Un texte signé Quentin Mazel

USA - 2011 - Lucky Mckee
Interprètes : Pollyanna McIntosh, Angela Bettis, Sean Bridgers

Le dernier long-métrage de Lucky Mckee, THE WOMAN, nous est présenté lors de L’Etrange Festival de Paris. Réussite intellectuelle et cinématographique, le réalisateur de MAY propose un questionnement pertinent et violent sur le genre. Questionnement que l’on aperçoit plus ou moins dans toute sa carrière, mais qui prend la place centrale de ce métrage. Ce thème bien entendu particulièrement subversif a fait couler beaucoup d’encre, comme au festival de Sundance, où le métrage est parfois qualifié de misogyne. À l’image d’un Hernani moderne une partie du public s’était insurgée lors de la projection, cris, insultes et esclandres étaient alors les armes pour cette bataille de THE WOMAN. La séance de l’Étrange Festival constituée d’un public beaucoup plus calme, curieux, et peut-être même instruit nous a permis de découvrir ce métrage dans le calme et la sérénité.
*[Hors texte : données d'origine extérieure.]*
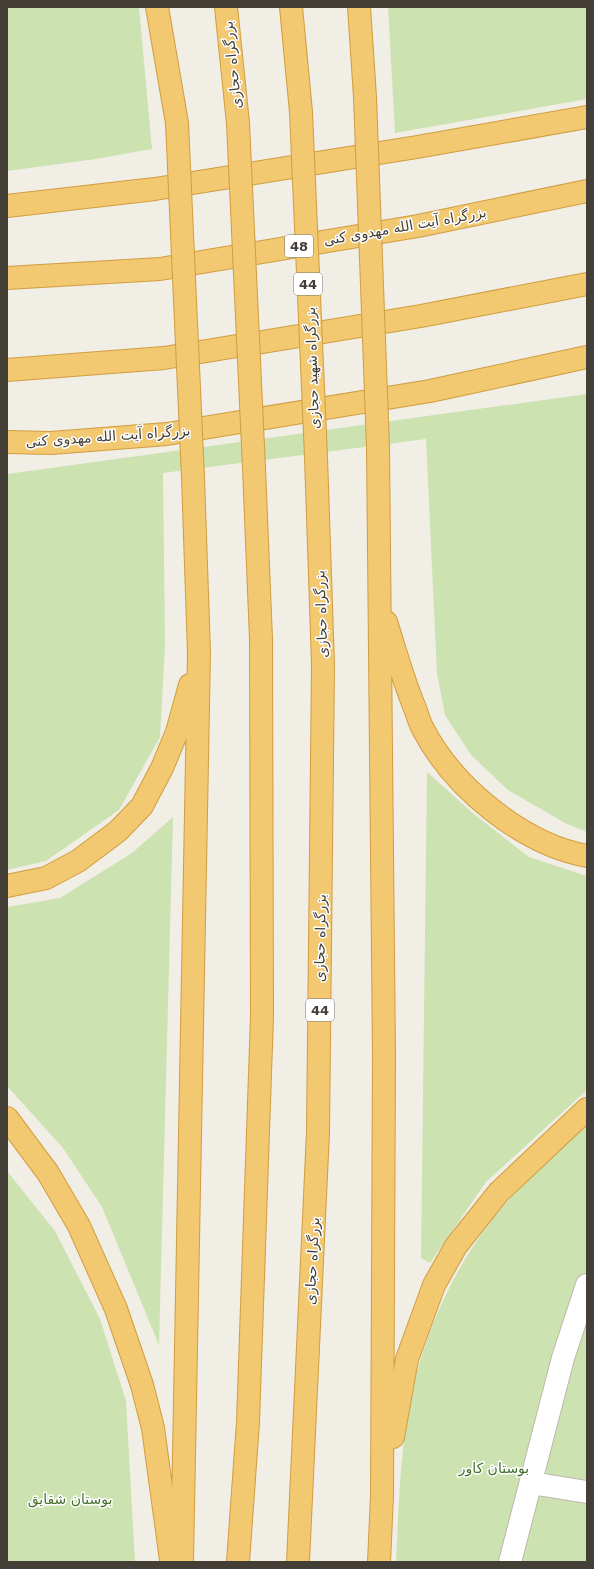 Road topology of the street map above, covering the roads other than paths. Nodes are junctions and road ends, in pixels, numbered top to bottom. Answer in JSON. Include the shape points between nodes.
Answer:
{"nodes":[{"id":1,"x":157,"y":7,"type":"edge"},
{"id":2,"x":226,"y":7,"type":"edge"},
{"id":3,"x":291,"y":7,"type":"edge"},
{"id":4,"x":359,"y":7,"type":"edge"},
{"id":5,"x":587,"y":117,"type":"edge"},
{"id":6,"x":587,"y":191,"type":"edge"},
{"id":7,"x":7,"y":206,"type":"edge"},
{"id":8,"x":7,"y":278,"type":"edge"},
{"id":9,"x":587,"y":284,"type":"edge"},
{"id":10,"x":587,"y":358,"type":"edge"},
{"id":11,"x":7,"y":370,"type":"edge"},
{"id":12,"x":7,"y":442,"type":"edge"},
{"id":13,"x":51,"y":443,"type":"junction"},
{"id":14,"x":7,"y":450,"type":"edge"},
{"id":15,"x":316,"y":457,"type":"joint"},
{"id":16,"x":380,"y":601,"type":"junction"},
{"id":17,"x":199,"y":653,"type":"junction"},
{"id":18,"x":587,"y":856,"type":"edge"},
{"id":19,"x":7,"y":886,"type":"edge"},
{"id":20,"x":587,"y":1109,"type":"edge"},
{"id":21,"x":7,"y":1118,"type":"edge"},
{"id":22,"x":587,"y":1284,"type":"edge"},
{"id":23,"x":531,"y":1483,"type":"junction"},
{"id":24,"x":587,"y":1492,"type":"edge"},
{"id":25,"x":382,"y":1496,"type":"junction"},
{"id":26,"x":171,"y":1562,"type":"edge"},
{"id":27,"x":182,"y":1562,"type":"edge"},
{"id":28,"x":238,"y":1562,"type":"edge"},
{"id":29,"x":298,"y":1562,"type":"edge"},
{"id":30,"x":379,"y":1562,"type":"edge"},
{"id":31,"x":510,"y":1562,"type":"edge"}],
"edges":[{"from":1,"to":17,"type":"highway","bridge":true,"via":[[177,123]]},
{"from":2,"to":28,"type":"highway","name":"بزرگراه حجازی","bridge":true,"via":[[238,123],[261,639],[262,1016],[248,1422]]},
{"from":3,"to":15,"type":"highway","name":"بزرگراه شهید حجازی","number":"44","bridge":true,"via":[[301,112]]},
{"from":4,"to":16,"type":"highway","bridge":true,"via":[[365,97],[378,447]]},
{"from":5,"to":7,"type":"highway","via":[[155,189]]},
{"from":6,"to":8,"type":"highway","name":"بزرگراه آیت الله مهدوی کنی","number":"48","via":[[418,226],[160,268]]},
{"from":9,"to":11,"type":"highway","via":[[421,316],[164,358]]},
{"from":10,"to":13,"type":"highway","name":"بزرگراه آیت الله مهدوی کنی","via":[[430,391],[175,433]]},
{"from":12,"to":13,"type":"highway","name":"بزرگراه آیت الله مهدوی کنی"},
{"from":13,"to":14,"type":"highway"},
{"from":15,"to":29,"type":"highway","name":"بزرگراه حجازی","number":"44","via":[[323,665],[318,1132]]},
{"from":16,"to":18,"type":"highway","via":[[423,728],[445,763],[472,793],[506,820],[545,842]]},
{"from":16,"to":25,"type":"highway","via":[[384,1048]]},
{"from":17,"to":19,"type":"highway","via":[[177,732],[142,806],[118,831],[78,861],[46,878]]},
{"from":17,"to":27,"type":"highway"},
{"from":20,"to":25,"type":"highway","via":[[499,1192],[456,1246],[434,1285],[407,1359]]},
{"from":21,"to":26,"type":"highway","via":[[48,1173],[79,1226],[116,1309],[142,1385],[153,1428]]},
{"from":22,"to":23,"type":"lane","via":[[563,1358]]},
{"from":23,"to":24,"type":"lane"},
{"from":23,"to":31,"type":"lane"},
{"from":25,"to":30,"type":"highway"}]}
Chris Cleek un avocat profondément dominateur et sexiste capture une femme «sauvage» lors d’une partie de chasse. Il décide alors de là séquestrer dans une remise et tente alors de la «civiliser».
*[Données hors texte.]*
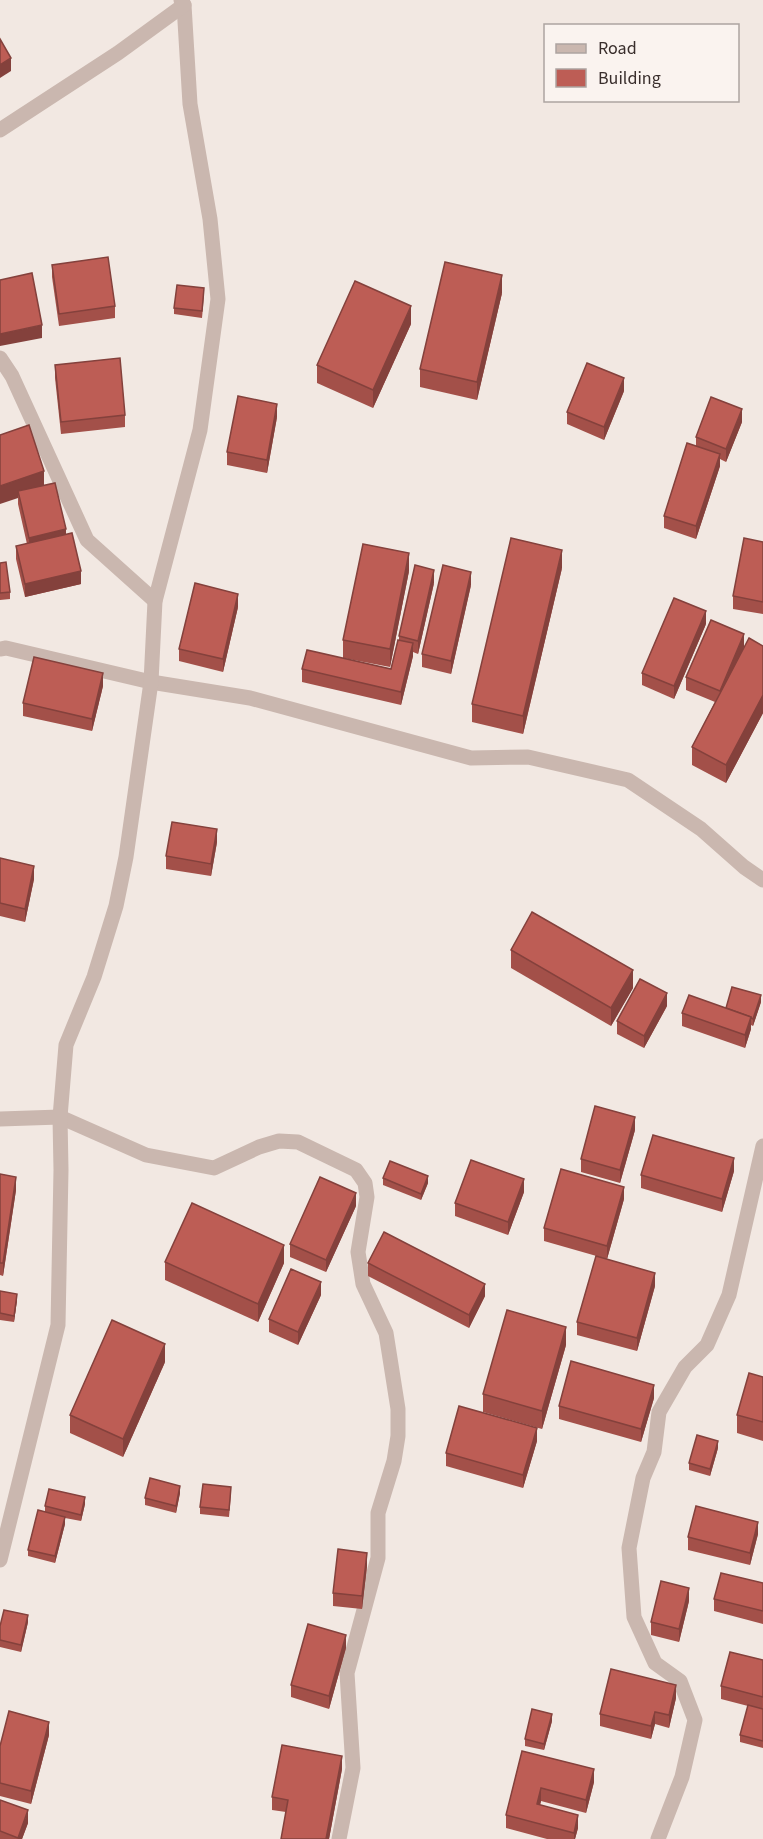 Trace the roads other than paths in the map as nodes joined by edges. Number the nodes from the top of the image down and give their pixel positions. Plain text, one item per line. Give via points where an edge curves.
1 (185, 2) edge
2 (0, 130) edge
3 (0, 358) edge
4 (155, 601) junction
5 (0, 649) edge
6 (151, 682) junction
7 (763, 880) edge
8 (60, 1117) junction
9 (0, 1119) edge
10 (763, 1146) edge
11 (0, 1560) edge
12 (339, 1839) edge
13 (658, 1839) edge

1 - 2 street via 118,53
1 - 4 street via 190,104 210,219 218,299 200,430
3 - 4 street via 12,376 87,540
4 - 6 street
5 - 6 street
6 - 7 street via 250,698 471,758 528,757 628,780 701,830
6 - 8 street via 116,906 94,977 66,1046
8 - 9 street
8 - 11 street via 58,1325
8 - 12 street via 146,1155 214,1168 259,1147 279,1141 298,1142 356,1170 365,1183 367,1197 358,1252 363,1284 386,1333 398,1409 398,1436 378,1514 378,1558 347,1673 352,1768
10 - 13 street via 729,1295 707,1345 685,1367 659,1412 654,1452 643,1478 629,1548 634,1617 655,1663 680,1681 696,1720 682,1777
THE WOMAN, est la suite directe du long métrage d’Andrew Van Den Houten, THE OFFSPRING. Le film de Lucky Mckee signe ainsi la cinquième collaboration de Jack Ketchum avec le cinéma.
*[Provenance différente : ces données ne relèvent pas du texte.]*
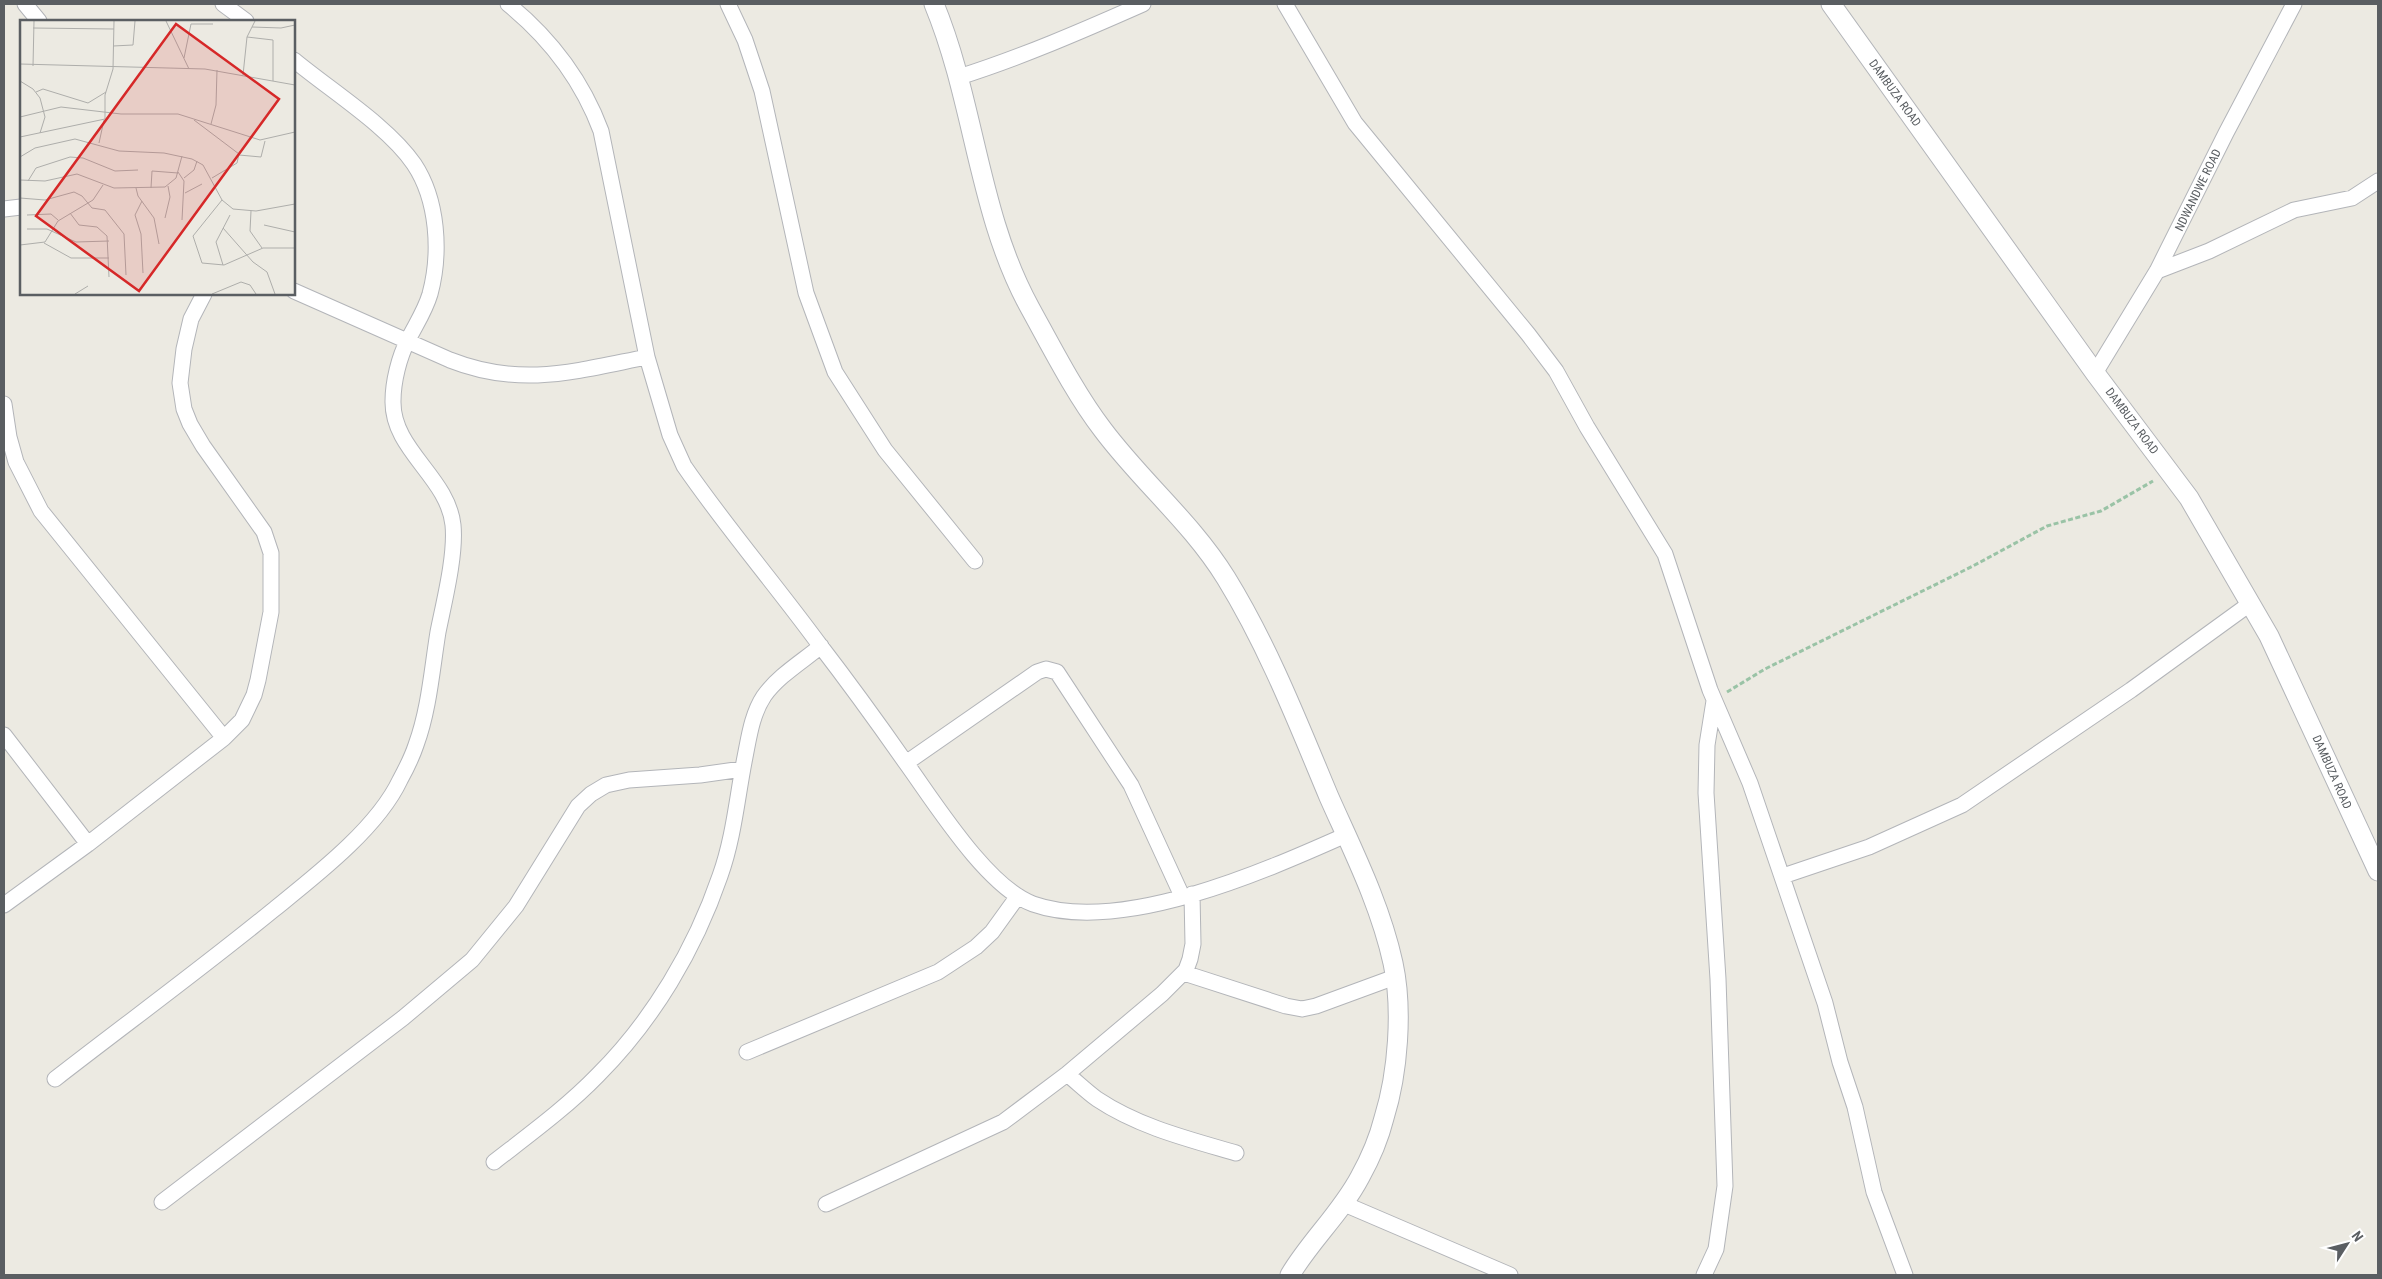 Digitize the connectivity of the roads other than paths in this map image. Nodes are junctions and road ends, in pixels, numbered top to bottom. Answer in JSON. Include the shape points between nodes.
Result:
{"nodes":[{"id":1,"x":25,"y":4,"type":"edge"},
{"id":2,"x":223,"y":4,"type":"edge"},
{"id":3,"x":508,"y":4,"type":"edge"},
{"id":4,"x":728,"y":4,"type":"edge"},
{"id":5,"x":934,"y":4,"type":"edge"},
{"id":6,"x":1143,"y":4,"type":"edge"},
{"id":7,"x":1285,"y":4,"type":"edge"},
{"id":8,"x":1831,"y":4,"type":"edge"},
{"id":9,"x":2294,"y":4,"type":"edge"},
{"id":10,"x":38,"y":20,"type":"edge"},
{"id":11,"x":245,"y":20,"type":"edge"},
{"id":12,"x":295,"y":61,"type":"edge"},
{"id":13,"x":959,"y":77,"type":"junction"},
{"id":14,"x":2378,"y":181,"type":"edge"},
{"id":15,"x":20,"y":207,"type":"edge"},
{"id":16,"x":4,"y":209,"type":"edge"},
{"id":17,"x":2158,"y":271,"type":"junction"},
{"id":18,"x":295,"y":291,"type":"edge"},
{"id":19,"x":203,"y":295,"type":"edge"},
{"id":20,"x":406,"y":342,"type":"junction"},
{"id":21,"x":647,"y":357,"type":"junction"},
{"id":22,"x":2095,"y":373,"type":"junction"},
{"id":23,"x":4,"y":404,"type":"edge"},
{"id":24,"x":975,"y":561,"type":"dead end"},
{"id":25,"x":2251,"y":603,"type":"junction"},
{"id":26,"x":821,"y":646,"type":"junction"},
{"id":27,"x":1714,"y":700,"type":"junction"},
{"id":28,"x":4,"y":735,"type":"edge"},
{"id":29,"x":224,"y":738,"type":"junction"},
{"id":30,"x":906,"y":763,"type":"junction"},
{"id":31,"x":742,"y":769,"type":"junction"},
{"id":32,"x":1346,"y":835,"type":"junction"},
{"id":33,"x":88,"y":844,"type":"junction"},
{"id":34,"x":2372,"y":844,"type":"edge"},
{"id":35,"x":2378,"y":871,"type":"edge"},
{"id":36,"x":1782,"y":876,"type":"junction"},
{"id":37,"x":1187,"y":895,"type":"junction"},
{"id":38,"x":1018,"y":896,"type":"junction"},
{"id":39,"x":4,"y":905,"type":"edge"},
{"id":40,"x":1184,"y":973,"type":"junction"},
{"id":41,"x":1395,"y":977,"type":"junction"},
{"id":42,"x":747,"y":1052,"type":"dead end"},
{"id":43,"x":1067,"y":1074,"type":"junction"},
{"id":44,"x":55,"y":1079,"type":"dead end"},
{"id":45,"x":1236,"y":1153,"type":"dead end"},
{"id":46,"x":494,"y":1162,"type":"dead end"},
{"id":47,"x":162,"y":1202,"type":"dead end"},
{"id":48,"x":1342,"y":1203,"type":"junction"},
{"id":49,"x":826,"y":1204,"type":"dead end"},
{"id":50,"x":1290,"y":1275,"type":"edge"},
{"id":51,"x":1510,"y":1275,"type":"edge"},
{"id":52,"x":1704,"y":1275,"type":"edge"},
{"id":53,"x":1906,"y":1275,"type":"edge"}],
"edges":[{"from":1,"to":10,"type":"street"},
{"from":2,"to":11,"type":"street"},
{"from":3,"to":21,"type":"street","via":[[566,63],[580,83],[602,131]]},
{"from":4,"to":24,"type":"street","via":[[745,40],[762,91],[806,293],[835,372],[885,450]]},
{"from":5,"to":13,"type":"street"},
{"from":6,"to":13,"type":"street","via":[[1016,59]]},
{"from":7,"to":27,"type":"street","via":[[1355,123],[1556,371],[1665,554]]},
{"from":8,"to":22,"type":"street","name":"DAMBUZA ROAD"},
{"from":9,"to":17,"type":"street","name":"NDWANDWE ROAD"},
{"from":12,"to":20,"type":"street","via":[[388,135],[415,165],[423,181],[431,206],[436,251],[430,293]]},
{"from":13,"to":32,"type":"street","via":[[984,188],[1018,286],[1102,429],[1193,532],[1226,578],[1272,666]]},
{"from":14,"to":17,"type":"street","via":[[2352,198],[2294,210],[2209,251]]},
{"from":15,"to":16,"type":"street"},
{"from":17,"to":22,"type":"street","name":"NDWANDWE ROAD"},
{"from":18,"to":20,"type":"street"},
{"from":19,"to":29,"type":"street","via":[[191,319],[184,348],[180,383],[184,409],[203,446],[264,532],[271,553],[271,612],[258,680],[242,720]]},
{"from":20,"to":21,"type":"street","via":[[472,368],[522,376],[560,375]]},
{"from":20,"to":44,"type":"street","via":[[394,383],[395,421],[448,505],[453,524],[453,544],[426,704],[416,746],[399,783],[373,820],[318,874]]},
{"from":21,"to":26,"type":"street","via":[[670,435],[684,466]]},
{"from":22,"to":25,"type":"street","name":"DAMBUZA ROAD","via":[[2189,498]]},
{"from":23,"to":29,"type":"street","via":[[16,462],[41,511]]},
{"from":25,"to":34,"type":"street","name":"DAMBUZA ROAD"},
{"from":25,"to":36,"type":"street","via":[[2131,690],[1962,805],[1868,847]]},
{"from":26,"to":30,"type":"street"},
{"from":26,"to":31,"type":"street","via":[[765,695],[750,729]]},
{"from":27,"to":36,"type":"street","via":[[1750,783]]},
{"from":27,"to":52,"type":"street","via":[[1707,745],[1706,793],[1718,979],[1725,1186],[1716,1249]]},
{"from":28,"to":33,"type":"street"},
{"from":29,"to":33,"type":"street"},
{"from":30,"to":37,"type":"street","via":[[1037,672],[1051,669],[1057,672],[1123,771]]},
{"from":30,"to":38,"type":"street","via":[[942,815],[996,880]]},
{"from":31,"to":46,"type":"street","via":[[733,832],[720,876],[681,965],[621,1051],[598,1076]]},
{"from":31,"to":47,"type":"street","via":[[629,780],[606,785],[591,794],[578,806],[516,906],[472,960],[403,1018]]},
{"from":32,"to":37,"type":"street","via":[[1254,875]]},
{"from":32,"to":41,"type":"street","via":[[1370,888]]},
{"from":33,"to":39,"type":"street"},
{"from":34,"to":35,"type":"street","name":"DAMBUZA ROAD"},
{"from":36,"to":53,"type":"street","via":[[1825,1003],[1855,1108],[1874,1192]]},
{"from":37,"to":38,"type":"street","via":[[1131,910],[1090,913],[1033,904]]},
{"from":37,"to":40,"type":"street","via":[[1193,944]]},
{"from":38,"to":42,"type":"street","via":[[992,932],[976,947],[938,972]]},
{"from":40,"to":41,"type":"street","via":[[1302,1009]]},
{"from":40,"to":43,"type":"street"},
{"from":41,"to":48,"type":"street","via":[[1396,1053],[1385,1115],[1360,1179]]},
{"from":43,"to":45,"type":"street","via":[[1103,1102],[1158,1130]]},
{"from":43,"to":49,"type":"street","via":[[1003,1122]]},
{"from":48,"to":50,"type":"street"},
{"from":48,"to":51,"type":"street"}]}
Pour son film Mckee a fait, une fois de plus, appel à son actrice fétiche, Angela Bettis, pour incarner avec énormément de justesse la femme au foyer soumise. On retrouve aussi Pollyanna McIntosh présente dans le casting de CADAVRE A LA PELLE, de John Landis, elle incarne ici le personnage de la femme «sauvage». C’est enfin Sean Bridgers qui interprète le rôle du père de famille dominateur. Cet acteur peu connu au cinéma propose une interprétation très dynamique et franchement réjouissante. Impassible et manipulateur, l’acteur donne une tonalité bien plus intéressante que celle d’un simple méchant.
THE WOMAN propose de traiter le thème de l’animalité chez l’Homme, sujet tabou dans nos sociétés. Lucky Mckee réinvente ainsi, après le mythe de Frankenstein, le mythe de l’homme sauvage. Le sujet deviendra bien plus subversif quand on découvre que c’est une femme qui est représentante de cette «animalité». Propos des plus actuel et pertinent quand on voit que l’on donne à la femme une animalité «naturelle» dans la publicité d’aujourd’hui.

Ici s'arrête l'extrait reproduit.